For the first question the responses of the intelligence advisor might include “Ultras”, “Baltic Nations” and other hypotheses. The investigator can drill into each hypothesis to understand the evidence behind it. This evidence might be document excerpts from classified intelligence databases, or open sources such as press articles or grey literature. With a small team and three weeks, one Customs agency was able to create a pilot system that processed over 20,000 documents from six different open source intelligence sources, such as Reuters, national news agencies, and company websites and press releases, allowing users to interact with it in the manner described above.

The simplicity of the interaction hides a significant amount of system intelligence.
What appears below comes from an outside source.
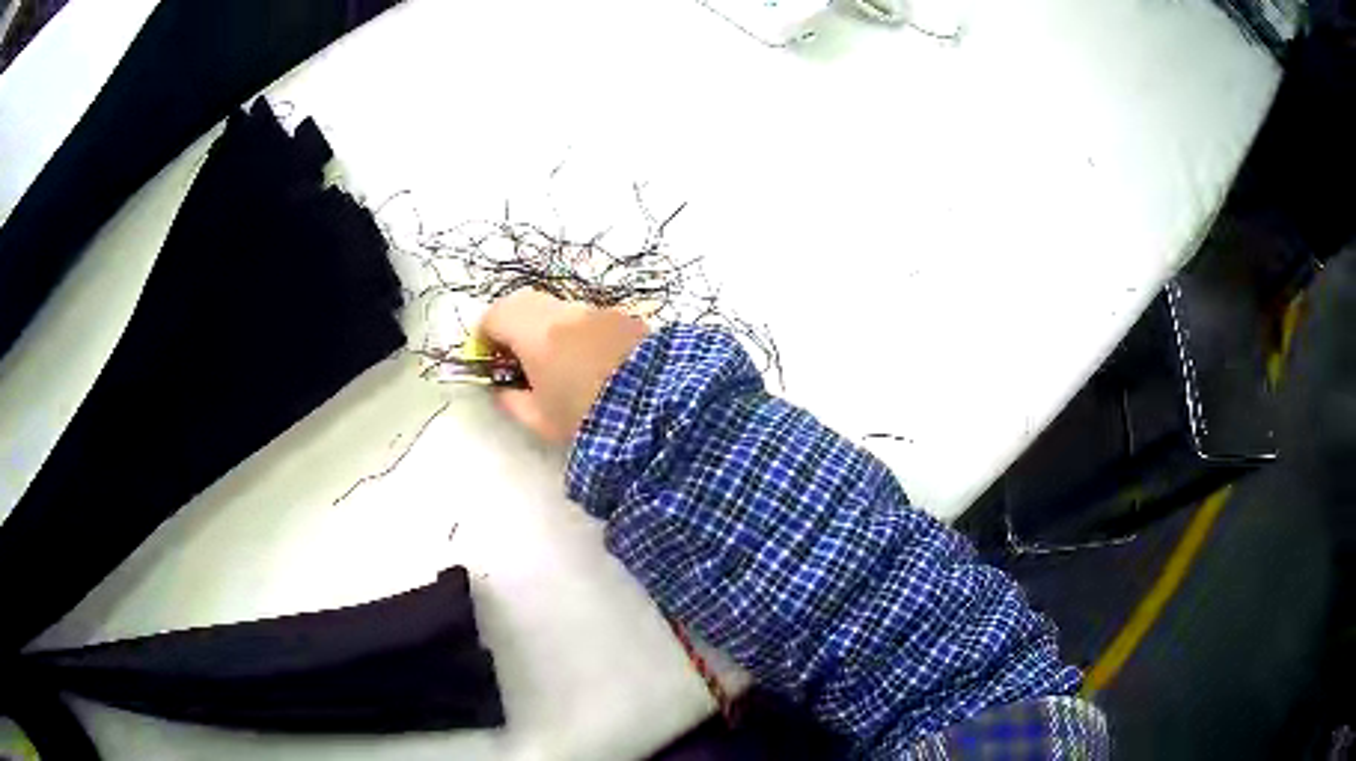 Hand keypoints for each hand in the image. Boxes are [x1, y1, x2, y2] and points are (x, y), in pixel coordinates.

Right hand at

Cognitive systems work in a similar manner to the way humans undertake a task; they learn by being taught by another person. Older programmable systems, by comparison, must be programmed with specific rules. The system must gather data in a huge range of formats from a wide range of sources. It understands the language contained in the documents and users’ queries; for example, that “Ultras” is the name of an organization, and that the user is looking for relationships between that organization and the Port of Sevenberg.

A small group of intelligence officers train the system by querying it in the manner described above, and then indicating which of the responses brought back by the system are most relevant to the question being asked. This process trains the system by creating a corpus of knowledge. The training teaches the system which parts of the data that is has access to are most relevant to answering particular types of questions.

After sufficient training the system will start to answer queries in the way that an intelligence officer would, and will highlight connections that could take an officer years to discover manually. Furthermore, the system scales the knowledge of a small group of expert intelligence officers to all Customs officers who have access to the system, lifting the performance of all staff up to that of leading experts.

Customs agencies need a cognitive roadmap

Cognitive computing has arrived and is already being exploited by forward thinking Customs agencies. Organizations which successfully apply cognitive computing follow a structured, but agile roadmap which nurtures optimism whilst breaking down any complacency.

Cognitive computing helps Customs officers make better decisions in a wide range of different scenarios by understanding the vast amount of unstructured data that is inaccessible to conventional IT systems and reasoning, generating hypotheses and learning from expert officers. It allows all officers to benefit from the experience of an agency’s best experts, whether they are investigating complex cases of fraud, or determining whether to inspect a shipping container.

The cognitive era has arrived; every Customs agency should have a roadmap for adopting cognitive computing, and use it to usher in a new era of Customs facilitation and compliance.